▶ PROBLEM TO WORK ON:
Lines that include "CHELWOOD" make up the answer; copy all of them from the data below.

▶ INPUT FOR THIS TASK:
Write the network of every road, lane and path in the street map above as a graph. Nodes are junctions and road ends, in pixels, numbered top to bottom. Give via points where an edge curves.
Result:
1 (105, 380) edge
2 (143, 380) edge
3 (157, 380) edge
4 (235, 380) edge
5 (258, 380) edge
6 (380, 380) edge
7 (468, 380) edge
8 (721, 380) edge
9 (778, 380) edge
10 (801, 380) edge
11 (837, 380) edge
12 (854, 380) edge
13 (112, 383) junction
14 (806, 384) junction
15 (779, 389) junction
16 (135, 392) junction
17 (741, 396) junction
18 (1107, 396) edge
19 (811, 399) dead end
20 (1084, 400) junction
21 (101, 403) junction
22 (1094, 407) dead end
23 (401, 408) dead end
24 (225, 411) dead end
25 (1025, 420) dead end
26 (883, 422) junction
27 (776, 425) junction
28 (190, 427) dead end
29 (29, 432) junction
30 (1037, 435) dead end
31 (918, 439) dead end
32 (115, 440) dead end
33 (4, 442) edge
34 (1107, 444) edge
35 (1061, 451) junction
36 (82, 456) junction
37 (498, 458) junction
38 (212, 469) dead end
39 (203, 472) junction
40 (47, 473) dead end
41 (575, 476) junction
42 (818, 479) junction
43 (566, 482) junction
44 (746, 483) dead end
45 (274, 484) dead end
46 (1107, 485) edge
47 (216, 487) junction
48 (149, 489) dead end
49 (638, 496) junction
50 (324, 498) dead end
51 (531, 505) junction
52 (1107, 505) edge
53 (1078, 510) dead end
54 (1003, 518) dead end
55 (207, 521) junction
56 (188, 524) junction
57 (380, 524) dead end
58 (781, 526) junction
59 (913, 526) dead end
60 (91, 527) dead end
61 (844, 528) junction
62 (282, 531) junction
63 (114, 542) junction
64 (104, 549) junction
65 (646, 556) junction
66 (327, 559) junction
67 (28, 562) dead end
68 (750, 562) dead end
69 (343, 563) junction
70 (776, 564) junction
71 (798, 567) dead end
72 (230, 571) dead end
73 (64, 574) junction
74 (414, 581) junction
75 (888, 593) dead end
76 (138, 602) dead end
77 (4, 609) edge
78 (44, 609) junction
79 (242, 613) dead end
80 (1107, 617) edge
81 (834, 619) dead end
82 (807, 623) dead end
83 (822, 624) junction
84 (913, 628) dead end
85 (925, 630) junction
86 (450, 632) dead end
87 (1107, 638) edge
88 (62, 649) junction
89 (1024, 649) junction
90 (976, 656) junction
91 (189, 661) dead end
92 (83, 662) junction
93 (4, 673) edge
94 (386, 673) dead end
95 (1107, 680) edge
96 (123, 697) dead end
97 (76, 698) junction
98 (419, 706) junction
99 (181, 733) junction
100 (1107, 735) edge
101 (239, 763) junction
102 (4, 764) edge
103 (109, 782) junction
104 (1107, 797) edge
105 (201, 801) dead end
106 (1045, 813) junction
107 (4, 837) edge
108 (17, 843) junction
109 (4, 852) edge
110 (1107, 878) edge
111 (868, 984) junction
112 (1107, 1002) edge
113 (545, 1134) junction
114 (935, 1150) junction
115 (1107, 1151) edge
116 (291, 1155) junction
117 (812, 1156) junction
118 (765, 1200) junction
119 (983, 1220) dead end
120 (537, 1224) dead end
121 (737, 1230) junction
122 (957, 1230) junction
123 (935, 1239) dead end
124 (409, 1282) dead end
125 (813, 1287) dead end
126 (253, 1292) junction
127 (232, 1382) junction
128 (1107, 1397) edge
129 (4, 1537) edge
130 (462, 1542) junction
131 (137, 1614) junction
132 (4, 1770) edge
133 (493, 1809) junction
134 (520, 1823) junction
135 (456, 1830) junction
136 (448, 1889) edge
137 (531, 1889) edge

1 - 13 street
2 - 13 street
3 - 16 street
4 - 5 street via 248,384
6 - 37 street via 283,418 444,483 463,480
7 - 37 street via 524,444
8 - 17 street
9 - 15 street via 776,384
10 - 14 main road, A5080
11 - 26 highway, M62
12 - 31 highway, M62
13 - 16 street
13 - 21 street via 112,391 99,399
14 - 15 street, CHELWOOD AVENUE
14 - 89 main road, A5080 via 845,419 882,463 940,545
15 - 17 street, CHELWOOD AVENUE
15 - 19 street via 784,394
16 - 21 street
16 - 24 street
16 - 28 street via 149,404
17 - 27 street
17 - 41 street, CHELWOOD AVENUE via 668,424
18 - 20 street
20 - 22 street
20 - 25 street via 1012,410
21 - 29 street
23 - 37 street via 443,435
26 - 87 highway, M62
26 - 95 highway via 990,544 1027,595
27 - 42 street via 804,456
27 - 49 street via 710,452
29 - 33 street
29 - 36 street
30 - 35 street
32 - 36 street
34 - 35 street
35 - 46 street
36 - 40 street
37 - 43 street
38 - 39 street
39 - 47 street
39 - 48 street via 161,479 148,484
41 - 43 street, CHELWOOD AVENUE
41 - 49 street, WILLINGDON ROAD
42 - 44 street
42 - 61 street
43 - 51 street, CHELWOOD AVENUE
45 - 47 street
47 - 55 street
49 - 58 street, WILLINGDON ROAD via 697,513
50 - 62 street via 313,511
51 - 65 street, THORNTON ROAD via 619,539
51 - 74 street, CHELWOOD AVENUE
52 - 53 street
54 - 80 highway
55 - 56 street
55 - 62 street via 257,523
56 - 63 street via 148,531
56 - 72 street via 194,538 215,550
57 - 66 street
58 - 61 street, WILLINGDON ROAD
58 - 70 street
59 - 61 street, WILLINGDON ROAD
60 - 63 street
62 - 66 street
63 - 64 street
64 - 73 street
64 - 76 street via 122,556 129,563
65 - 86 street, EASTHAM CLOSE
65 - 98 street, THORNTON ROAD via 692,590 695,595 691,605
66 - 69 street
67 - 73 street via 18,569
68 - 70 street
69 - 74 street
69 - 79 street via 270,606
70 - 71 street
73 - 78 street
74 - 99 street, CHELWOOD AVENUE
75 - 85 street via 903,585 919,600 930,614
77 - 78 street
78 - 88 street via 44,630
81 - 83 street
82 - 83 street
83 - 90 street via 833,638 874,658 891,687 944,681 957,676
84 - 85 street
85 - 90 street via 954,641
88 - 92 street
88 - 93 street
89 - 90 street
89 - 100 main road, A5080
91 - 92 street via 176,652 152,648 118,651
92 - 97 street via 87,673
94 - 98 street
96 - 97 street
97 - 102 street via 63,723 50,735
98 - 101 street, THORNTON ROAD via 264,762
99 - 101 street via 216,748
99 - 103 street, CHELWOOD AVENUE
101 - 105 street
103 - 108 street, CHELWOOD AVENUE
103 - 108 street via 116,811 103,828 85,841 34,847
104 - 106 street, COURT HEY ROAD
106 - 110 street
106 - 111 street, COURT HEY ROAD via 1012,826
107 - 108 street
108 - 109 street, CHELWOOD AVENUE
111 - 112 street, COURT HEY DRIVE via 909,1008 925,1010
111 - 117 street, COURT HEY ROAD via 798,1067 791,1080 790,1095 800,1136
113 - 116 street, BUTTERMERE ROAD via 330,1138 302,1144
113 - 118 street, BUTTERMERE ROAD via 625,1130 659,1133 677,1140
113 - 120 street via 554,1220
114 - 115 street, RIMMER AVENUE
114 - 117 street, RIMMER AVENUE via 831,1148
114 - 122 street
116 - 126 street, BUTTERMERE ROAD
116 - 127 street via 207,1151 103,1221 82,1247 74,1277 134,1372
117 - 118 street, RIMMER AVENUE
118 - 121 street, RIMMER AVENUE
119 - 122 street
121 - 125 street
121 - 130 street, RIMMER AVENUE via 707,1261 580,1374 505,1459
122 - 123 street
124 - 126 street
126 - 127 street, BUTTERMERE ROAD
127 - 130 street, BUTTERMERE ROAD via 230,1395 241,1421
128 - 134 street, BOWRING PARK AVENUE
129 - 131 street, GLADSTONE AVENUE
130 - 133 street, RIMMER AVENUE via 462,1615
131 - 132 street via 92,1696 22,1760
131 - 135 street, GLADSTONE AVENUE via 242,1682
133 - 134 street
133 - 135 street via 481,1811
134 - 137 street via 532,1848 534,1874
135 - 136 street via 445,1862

▶ SOLUTION:
14 - 15 street, CHELWOOD AVENUE
15 - 17 street, CHELWOOD AVENUE
17 - 41 street, CHELWOOD AVENUE via 668,424
41 - 43 street, CHELWOOD AVENUE
43 - 51 street, CHELWOOD AVENUE
51 - 74 street, CHELWOOD AVENUE
74 - 99 street, CHELWOOD AVENUE
99 - 103 street, CHELWOOD AVENUE
103 - 108 street, CHELWOOD AVENUE
108 - 109 street, CHELWOOD AVENUE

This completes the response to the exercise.